By Angela Gunn, Betanews
AOL took down its Journals and Hometown services, and now Yahoo's following suit with its own GeoCities, the hosting service that once upon a dot-com bubble seemed to include half the personal sites on the Web.
Yahoo isn't currently providing a lot of detail about what users can expect from the shutdown process, other than that it'll happen "later this year," probably in the summer timeframe. As that unknown date nears, says GeoCities Help Page, "We'll provide more details about closing GeoCities and how to save your site data this summer, and we will update the help center with more details at that time."

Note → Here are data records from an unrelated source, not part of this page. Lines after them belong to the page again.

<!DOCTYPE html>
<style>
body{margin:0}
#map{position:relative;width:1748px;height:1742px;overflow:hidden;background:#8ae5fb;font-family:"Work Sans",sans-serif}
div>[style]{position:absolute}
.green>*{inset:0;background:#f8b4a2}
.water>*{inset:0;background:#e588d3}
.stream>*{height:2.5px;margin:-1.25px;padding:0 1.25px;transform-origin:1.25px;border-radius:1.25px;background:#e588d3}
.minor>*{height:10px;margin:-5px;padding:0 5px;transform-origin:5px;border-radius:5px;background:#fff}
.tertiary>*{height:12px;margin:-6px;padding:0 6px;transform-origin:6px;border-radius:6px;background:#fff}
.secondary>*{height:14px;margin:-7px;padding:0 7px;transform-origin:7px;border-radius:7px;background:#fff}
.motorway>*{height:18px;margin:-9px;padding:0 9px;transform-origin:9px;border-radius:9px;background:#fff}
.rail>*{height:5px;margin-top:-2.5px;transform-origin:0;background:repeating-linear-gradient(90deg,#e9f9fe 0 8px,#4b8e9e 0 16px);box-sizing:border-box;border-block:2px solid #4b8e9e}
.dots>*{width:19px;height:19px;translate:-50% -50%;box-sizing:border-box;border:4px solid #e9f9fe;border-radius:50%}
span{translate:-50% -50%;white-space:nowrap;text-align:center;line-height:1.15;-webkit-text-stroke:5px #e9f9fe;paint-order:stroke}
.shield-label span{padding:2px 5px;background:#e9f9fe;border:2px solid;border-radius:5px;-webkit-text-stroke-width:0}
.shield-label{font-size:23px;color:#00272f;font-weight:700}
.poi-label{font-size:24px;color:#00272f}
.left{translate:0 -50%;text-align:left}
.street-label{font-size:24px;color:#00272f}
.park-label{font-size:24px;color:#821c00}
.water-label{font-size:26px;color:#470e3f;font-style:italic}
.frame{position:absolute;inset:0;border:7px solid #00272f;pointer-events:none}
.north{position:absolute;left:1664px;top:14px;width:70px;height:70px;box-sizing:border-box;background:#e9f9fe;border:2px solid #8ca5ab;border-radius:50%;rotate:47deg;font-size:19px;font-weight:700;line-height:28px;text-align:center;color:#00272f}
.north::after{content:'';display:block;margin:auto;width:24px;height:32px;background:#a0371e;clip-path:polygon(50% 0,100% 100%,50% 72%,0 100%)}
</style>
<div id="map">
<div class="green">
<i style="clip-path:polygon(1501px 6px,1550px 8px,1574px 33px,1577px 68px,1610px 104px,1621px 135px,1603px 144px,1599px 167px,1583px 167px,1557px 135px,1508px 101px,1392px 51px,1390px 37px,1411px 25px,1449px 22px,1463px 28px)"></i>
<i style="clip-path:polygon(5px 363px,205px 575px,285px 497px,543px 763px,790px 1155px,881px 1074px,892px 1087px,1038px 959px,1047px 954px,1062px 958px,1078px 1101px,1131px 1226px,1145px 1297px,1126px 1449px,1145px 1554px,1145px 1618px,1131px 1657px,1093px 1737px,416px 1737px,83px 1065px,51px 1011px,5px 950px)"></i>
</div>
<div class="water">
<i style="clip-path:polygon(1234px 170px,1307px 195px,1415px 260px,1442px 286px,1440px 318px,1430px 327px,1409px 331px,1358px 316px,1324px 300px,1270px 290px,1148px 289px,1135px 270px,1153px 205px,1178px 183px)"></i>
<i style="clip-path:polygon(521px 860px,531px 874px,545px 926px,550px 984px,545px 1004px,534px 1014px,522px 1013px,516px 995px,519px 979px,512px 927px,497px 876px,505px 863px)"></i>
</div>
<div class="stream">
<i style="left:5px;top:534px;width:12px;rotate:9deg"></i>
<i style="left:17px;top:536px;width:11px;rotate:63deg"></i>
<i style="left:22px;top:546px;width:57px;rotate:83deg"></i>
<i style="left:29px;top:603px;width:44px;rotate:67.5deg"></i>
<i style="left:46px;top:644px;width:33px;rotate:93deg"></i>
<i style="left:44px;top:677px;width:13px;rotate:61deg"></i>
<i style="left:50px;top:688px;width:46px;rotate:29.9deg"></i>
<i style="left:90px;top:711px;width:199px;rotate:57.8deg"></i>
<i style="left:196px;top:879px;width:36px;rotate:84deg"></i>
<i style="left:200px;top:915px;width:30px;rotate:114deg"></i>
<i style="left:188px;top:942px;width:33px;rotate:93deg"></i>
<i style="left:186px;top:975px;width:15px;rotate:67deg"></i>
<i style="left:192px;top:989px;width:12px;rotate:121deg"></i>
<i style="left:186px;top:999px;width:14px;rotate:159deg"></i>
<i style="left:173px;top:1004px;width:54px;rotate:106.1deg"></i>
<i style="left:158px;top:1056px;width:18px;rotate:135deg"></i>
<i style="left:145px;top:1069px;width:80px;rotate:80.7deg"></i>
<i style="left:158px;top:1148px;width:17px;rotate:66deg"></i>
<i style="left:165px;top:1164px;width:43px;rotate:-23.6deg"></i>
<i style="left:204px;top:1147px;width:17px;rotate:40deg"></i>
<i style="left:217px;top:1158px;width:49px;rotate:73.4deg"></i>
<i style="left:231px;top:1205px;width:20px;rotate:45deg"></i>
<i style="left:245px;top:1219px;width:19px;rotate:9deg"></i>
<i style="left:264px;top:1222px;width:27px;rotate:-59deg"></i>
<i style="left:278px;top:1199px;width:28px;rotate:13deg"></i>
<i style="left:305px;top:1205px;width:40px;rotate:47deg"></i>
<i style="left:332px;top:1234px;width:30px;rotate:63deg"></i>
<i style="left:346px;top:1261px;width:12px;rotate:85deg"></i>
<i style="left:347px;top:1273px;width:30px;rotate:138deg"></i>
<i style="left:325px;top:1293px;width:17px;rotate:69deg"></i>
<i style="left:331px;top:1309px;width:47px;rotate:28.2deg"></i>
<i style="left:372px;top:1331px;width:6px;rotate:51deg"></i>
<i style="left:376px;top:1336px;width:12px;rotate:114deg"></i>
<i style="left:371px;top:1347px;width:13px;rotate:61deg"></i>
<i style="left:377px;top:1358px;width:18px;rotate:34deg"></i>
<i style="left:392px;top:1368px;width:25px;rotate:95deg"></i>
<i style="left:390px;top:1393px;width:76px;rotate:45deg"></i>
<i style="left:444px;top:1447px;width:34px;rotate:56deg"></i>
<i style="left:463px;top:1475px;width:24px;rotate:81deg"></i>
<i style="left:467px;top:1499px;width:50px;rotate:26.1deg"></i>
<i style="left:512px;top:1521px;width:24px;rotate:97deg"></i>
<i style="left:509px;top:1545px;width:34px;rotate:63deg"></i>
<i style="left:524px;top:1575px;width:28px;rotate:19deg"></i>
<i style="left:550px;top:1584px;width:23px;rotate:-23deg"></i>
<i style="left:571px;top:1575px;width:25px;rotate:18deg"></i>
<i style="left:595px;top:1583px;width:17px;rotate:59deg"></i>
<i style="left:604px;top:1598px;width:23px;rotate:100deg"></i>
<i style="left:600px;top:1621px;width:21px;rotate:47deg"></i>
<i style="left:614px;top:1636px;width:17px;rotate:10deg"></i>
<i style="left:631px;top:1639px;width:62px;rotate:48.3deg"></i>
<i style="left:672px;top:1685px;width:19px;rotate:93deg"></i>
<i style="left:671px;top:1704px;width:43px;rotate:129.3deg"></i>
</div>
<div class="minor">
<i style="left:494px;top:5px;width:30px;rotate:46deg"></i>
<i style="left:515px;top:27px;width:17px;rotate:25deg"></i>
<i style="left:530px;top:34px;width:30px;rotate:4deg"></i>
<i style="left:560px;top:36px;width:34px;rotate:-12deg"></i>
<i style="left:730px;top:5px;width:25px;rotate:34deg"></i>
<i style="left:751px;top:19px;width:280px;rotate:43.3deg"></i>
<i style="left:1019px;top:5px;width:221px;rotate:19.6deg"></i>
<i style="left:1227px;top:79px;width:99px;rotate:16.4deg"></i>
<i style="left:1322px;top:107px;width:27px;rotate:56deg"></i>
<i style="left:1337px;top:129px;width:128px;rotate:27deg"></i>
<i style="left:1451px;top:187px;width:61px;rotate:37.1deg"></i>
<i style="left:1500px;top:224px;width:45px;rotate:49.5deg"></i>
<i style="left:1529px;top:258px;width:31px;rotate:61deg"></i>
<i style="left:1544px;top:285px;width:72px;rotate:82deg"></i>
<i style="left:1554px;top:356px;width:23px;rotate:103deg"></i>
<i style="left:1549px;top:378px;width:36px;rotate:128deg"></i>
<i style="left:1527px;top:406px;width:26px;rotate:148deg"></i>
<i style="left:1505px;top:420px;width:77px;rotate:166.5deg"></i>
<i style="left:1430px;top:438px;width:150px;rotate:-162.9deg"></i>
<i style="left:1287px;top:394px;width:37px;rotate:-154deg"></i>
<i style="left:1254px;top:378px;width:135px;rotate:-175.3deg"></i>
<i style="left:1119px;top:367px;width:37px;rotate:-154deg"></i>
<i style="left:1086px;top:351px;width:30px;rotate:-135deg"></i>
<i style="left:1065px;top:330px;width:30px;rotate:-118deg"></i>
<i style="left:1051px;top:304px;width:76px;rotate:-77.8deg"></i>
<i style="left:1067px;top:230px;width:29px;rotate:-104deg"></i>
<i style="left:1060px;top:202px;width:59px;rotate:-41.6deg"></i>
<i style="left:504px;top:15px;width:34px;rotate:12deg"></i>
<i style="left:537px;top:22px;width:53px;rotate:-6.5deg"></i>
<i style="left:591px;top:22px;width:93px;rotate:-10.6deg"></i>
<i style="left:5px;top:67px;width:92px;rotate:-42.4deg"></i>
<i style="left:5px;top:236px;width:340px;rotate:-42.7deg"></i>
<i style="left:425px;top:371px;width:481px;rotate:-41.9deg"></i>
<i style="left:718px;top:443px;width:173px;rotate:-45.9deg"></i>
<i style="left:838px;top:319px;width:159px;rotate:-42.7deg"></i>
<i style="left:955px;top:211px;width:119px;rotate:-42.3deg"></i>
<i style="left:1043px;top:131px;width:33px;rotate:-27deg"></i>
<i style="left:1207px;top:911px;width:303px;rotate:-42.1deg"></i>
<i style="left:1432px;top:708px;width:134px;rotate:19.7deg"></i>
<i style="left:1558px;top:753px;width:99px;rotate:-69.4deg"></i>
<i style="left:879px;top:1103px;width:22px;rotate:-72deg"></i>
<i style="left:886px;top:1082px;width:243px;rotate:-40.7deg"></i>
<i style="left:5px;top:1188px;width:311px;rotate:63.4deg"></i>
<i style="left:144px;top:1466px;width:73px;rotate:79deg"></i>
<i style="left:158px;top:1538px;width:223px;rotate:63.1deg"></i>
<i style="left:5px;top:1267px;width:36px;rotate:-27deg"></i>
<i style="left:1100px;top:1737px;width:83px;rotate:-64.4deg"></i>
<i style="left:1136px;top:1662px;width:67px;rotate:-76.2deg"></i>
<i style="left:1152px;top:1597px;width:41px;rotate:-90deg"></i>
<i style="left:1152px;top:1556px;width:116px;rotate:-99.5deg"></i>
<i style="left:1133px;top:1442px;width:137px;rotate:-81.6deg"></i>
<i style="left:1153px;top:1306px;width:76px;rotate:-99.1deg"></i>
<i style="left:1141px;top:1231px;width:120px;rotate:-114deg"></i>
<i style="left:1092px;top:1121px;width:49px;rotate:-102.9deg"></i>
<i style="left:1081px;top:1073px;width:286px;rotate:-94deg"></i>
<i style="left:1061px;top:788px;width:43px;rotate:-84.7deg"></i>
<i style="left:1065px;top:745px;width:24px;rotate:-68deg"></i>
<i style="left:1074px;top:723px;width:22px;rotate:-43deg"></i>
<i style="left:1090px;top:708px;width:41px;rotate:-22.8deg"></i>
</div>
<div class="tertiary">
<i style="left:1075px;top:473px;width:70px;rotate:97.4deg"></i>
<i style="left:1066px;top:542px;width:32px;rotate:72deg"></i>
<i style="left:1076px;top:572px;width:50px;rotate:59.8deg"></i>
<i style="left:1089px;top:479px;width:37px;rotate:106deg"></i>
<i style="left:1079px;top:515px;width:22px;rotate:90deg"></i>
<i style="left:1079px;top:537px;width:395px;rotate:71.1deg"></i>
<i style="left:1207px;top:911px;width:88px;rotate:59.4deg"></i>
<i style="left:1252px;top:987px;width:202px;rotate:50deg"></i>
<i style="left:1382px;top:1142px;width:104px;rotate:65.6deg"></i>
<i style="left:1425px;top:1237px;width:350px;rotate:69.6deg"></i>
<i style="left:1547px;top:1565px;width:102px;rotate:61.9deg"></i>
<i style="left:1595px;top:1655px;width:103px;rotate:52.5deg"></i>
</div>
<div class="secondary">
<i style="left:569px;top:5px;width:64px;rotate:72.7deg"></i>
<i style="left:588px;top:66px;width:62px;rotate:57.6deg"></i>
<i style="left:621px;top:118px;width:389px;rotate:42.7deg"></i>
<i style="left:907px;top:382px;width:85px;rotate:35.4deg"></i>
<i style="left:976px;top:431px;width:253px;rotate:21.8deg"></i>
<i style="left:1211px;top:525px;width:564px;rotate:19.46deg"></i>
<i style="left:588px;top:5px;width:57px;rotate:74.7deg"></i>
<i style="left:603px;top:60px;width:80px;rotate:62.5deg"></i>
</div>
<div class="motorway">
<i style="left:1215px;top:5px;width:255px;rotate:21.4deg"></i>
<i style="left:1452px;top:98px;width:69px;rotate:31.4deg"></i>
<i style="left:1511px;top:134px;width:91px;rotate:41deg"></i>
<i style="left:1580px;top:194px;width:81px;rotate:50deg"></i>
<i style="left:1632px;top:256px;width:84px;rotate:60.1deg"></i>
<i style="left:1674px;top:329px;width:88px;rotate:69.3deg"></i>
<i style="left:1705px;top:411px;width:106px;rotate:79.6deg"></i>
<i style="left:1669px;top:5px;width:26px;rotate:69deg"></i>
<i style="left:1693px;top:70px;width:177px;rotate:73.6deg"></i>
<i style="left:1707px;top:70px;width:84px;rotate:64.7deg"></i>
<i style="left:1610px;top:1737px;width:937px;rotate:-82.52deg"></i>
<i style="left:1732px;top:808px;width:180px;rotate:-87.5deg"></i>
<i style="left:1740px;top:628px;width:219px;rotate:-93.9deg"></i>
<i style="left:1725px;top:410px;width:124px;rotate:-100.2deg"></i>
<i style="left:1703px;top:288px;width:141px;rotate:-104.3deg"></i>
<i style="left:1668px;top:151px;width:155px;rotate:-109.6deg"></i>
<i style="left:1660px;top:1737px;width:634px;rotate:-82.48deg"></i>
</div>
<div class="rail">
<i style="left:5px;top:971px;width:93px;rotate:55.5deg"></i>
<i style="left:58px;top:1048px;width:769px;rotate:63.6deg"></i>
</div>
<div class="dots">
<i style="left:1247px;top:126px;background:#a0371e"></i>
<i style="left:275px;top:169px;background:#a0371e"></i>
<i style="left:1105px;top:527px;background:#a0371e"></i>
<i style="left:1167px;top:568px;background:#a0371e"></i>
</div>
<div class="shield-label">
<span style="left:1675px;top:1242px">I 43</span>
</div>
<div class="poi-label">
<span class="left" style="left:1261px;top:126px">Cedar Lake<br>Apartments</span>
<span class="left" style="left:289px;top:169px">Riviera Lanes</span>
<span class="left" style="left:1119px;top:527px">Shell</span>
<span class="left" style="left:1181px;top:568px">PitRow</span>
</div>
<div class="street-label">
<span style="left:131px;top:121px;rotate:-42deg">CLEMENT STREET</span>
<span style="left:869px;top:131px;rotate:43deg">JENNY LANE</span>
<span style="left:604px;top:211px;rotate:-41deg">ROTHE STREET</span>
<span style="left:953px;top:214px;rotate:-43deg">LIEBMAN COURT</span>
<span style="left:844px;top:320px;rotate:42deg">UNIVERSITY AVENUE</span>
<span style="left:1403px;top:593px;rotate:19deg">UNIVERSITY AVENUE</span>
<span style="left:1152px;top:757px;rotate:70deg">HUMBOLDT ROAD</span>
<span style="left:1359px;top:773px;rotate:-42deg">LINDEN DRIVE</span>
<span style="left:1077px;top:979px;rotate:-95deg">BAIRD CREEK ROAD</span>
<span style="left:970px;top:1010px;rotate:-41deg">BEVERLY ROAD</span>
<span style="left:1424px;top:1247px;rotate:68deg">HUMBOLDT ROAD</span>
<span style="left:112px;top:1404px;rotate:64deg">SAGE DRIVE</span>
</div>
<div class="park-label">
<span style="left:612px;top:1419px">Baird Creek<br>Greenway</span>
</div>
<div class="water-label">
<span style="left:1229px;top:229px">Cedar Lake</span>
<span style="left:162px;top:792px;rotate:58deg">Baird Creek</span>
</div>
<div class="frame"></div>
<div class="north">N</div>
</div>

Long before MySpace, GeoCities was responsible for a great number of sites put up by ordinary folk, often operating with more enthusiasm than design sense. ("Eye-searing" is a word that comes to mind.) The firm was one of the big buys of 1999, as Yahoo picked up the company, which was founded in 1994 as "Beverly Hills Internet," later "Geopages," for $2.87 billion. (Which even at the time we thought was a lot to have one's eyeballs seared.)
The "Cities" part of the name came from the early conceit of choosing a city appropriate for one's pages -- "Hollywood" for a fan site, for instance. Over the years the site hosted tens of millions of pages, though traffic has dropped in recent years as users switched to even simpler (and less eye-searing) blogging sites.
Rest in peace: The infamous GeoCities watermark from 1999.
As of today, GeoCities is accepting no new users. The Help page suggests that current users consider switching to the (paid) Yahoo Web Hosting service.